Vers un véritable cadastre des patrimoines en Belgique

Tous les pays de l'Union doivent chercher à démasquer les fraudeurs.
Tous les pays de l'Union doivent chercher à démasquer les fraudeurs. - © JACQUES DEMARTHON - AFP

D’ici peu, tous les actionnaires qui détiennent plus de 25% du capital des sociétés belges devront se faire connaître. Le gouvernement fédéral a publié à la mi-août un arrêté royal qui crée un registre des bénéficiaires effectifs, car jusqu’à présent, le fisc n’avait pas accès à ces données, pas plus d’ailleurs que le citoyen lambda. Pas mal de spécialistes estiment que cette mesure nous rapproche d’un véritable cadastre des patrimoines en Belgique. C’est ce qu’explique Denis-Emmanuel Philippe, avocat et professeur à l’université de Liège, spécialiste en fiscalité.

"Il faut bien constater que le fisc a accès au patrimoine immobilier des contribuables. Il connaît également depuis peu les comptes à l’étranger détenus par les Belges, et maintenant, avec ce registre des bénéficiaires effectifs, il va savoir quels sont les Belges qui sont actionnaires à plus de 25% de sociétés belges. On peut considérer que la transparence devient quasi totale. Il devient de plus en plus difficile de conserver l’anonymat"
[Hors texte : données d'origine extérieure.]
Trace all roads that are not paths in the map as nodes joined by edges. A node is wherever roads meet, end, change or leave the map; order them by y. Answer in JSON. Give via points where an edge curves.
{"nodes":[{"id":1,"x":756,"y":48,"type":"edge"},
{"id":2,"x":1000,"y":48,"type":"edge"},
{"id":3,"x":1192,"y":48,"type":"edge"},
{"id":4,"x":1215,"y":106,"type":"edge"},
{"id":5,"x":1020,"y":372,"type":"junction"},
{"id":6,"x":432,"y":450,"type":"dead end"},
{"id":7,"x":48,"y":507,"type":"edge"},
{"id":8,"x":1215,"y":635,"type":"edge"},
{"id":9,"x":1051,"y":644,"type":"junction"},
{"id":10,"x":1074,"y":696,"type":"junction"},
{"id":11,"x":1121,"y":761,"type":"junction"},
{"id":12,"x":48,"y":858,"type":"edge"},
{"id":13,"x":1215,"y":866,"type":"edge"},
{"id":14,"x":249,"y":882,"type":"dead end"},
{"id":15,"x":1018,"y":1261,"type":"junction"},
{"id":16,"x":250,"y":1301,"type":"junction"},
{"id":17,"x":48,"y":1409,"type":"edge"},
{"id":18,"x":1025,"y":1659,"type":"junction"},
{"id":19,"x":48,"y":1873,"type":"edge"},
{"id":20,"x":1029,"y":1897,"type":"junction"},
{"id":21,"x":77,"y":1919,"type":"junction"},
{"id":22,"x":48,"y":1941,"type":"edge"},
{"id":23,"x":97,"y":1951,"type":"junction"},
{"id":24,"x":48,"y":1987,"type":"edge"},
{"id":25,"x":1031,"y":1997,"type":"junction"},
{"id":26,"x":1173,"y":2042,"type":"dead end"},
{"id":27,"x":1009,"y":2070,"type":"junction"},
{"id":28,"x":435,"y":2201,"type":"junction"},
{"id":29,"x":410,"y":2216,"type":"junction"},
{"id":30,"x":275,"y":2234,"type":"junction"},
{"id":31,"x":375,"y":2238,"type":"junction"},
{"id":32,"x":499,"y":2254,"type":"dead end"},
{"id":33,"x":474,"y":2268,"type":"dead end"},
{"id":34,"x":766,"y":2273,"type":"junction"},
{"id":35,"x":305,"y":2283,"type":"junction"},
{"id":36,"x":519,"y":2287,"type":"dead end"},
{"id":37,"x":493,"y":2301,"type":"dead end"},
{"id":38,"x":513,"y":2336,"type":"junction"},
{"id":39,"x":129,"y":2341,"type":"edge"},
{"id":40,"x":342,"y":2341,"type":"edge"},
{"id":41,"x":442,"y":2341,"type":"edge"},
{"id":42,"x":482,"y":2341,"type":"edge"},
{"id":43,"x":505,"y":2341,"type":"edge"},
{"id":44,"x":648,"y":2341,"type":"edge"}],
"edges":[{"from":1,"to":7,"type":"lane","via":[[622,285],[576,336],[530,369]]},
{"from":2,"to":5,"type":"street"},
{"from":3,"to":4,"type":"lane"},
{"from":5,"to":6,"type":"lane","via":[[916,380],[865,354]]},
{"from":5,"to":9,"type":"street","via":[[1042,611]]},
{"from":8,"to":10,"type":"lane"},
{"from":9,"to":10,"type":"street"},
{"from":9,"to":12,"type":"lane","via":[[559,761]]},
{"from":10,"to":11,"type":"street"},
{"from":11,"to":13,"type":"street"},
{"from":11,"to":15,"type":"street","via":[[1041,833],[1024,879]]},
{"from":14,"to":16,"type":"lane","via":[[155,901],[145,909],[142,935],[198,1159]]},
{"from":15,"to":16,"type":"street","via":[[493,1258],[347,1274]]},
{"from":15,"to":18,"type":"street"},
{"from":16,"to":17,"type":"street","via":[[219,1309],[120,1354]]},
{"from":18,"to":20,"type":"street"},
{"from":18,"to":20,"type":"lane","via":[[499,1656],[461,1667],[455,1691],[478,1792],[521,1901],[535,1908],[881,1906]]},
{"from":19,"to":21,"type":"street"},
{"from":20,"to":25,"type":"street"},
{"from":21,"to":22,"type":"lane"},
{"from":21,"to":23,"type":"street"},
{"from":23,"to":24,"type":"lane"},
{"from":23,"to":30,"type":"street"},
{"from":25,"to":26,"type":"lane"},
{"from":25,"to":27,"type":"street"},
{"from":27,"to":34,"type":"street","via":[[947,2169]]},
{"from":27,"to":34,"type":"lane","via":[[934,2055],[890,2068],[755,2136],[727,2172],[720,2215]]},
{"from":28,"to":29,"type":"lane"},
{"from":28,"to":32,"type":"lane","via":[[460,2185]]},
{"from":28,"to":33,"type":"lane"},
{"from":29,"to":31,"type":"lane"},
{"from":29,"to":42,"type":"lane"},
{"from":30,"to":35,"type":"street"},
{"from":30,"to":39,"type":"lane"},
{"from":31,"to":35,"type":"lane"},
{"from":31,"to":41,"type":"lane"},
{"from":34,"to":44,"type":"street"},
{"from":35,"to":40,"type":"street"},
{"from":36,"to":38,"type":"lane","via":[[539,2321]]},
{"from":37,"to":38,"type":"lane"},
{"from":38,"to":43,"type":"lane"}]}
Les fraudeurs seront démasqués

Selon l’avocate, le but est donc clairement de supprimer la fraude fiscale. "Tous les Belges qui détiennent des sociétés, par exemple par l’intermédiaire de sociétés-écrans dans des paradis fiscaux ou de trusts, vont être aujourd’hui démasqués. Il n’est plus possible de dissimuler, comme c’était le cas il y a une dizaine d’années."

L’arrêté royal entrera en vigueur le 31 octobre et c’est dès le 30 novembre que toutes les personnes concernées devront se déclarer à ce registre. On précisera encore que ce registre des bénéficiaires effectifs fait partie intégrante d’une directive européenne sur la lutte contre le blanchiment d’argent et le financement du terrorisme.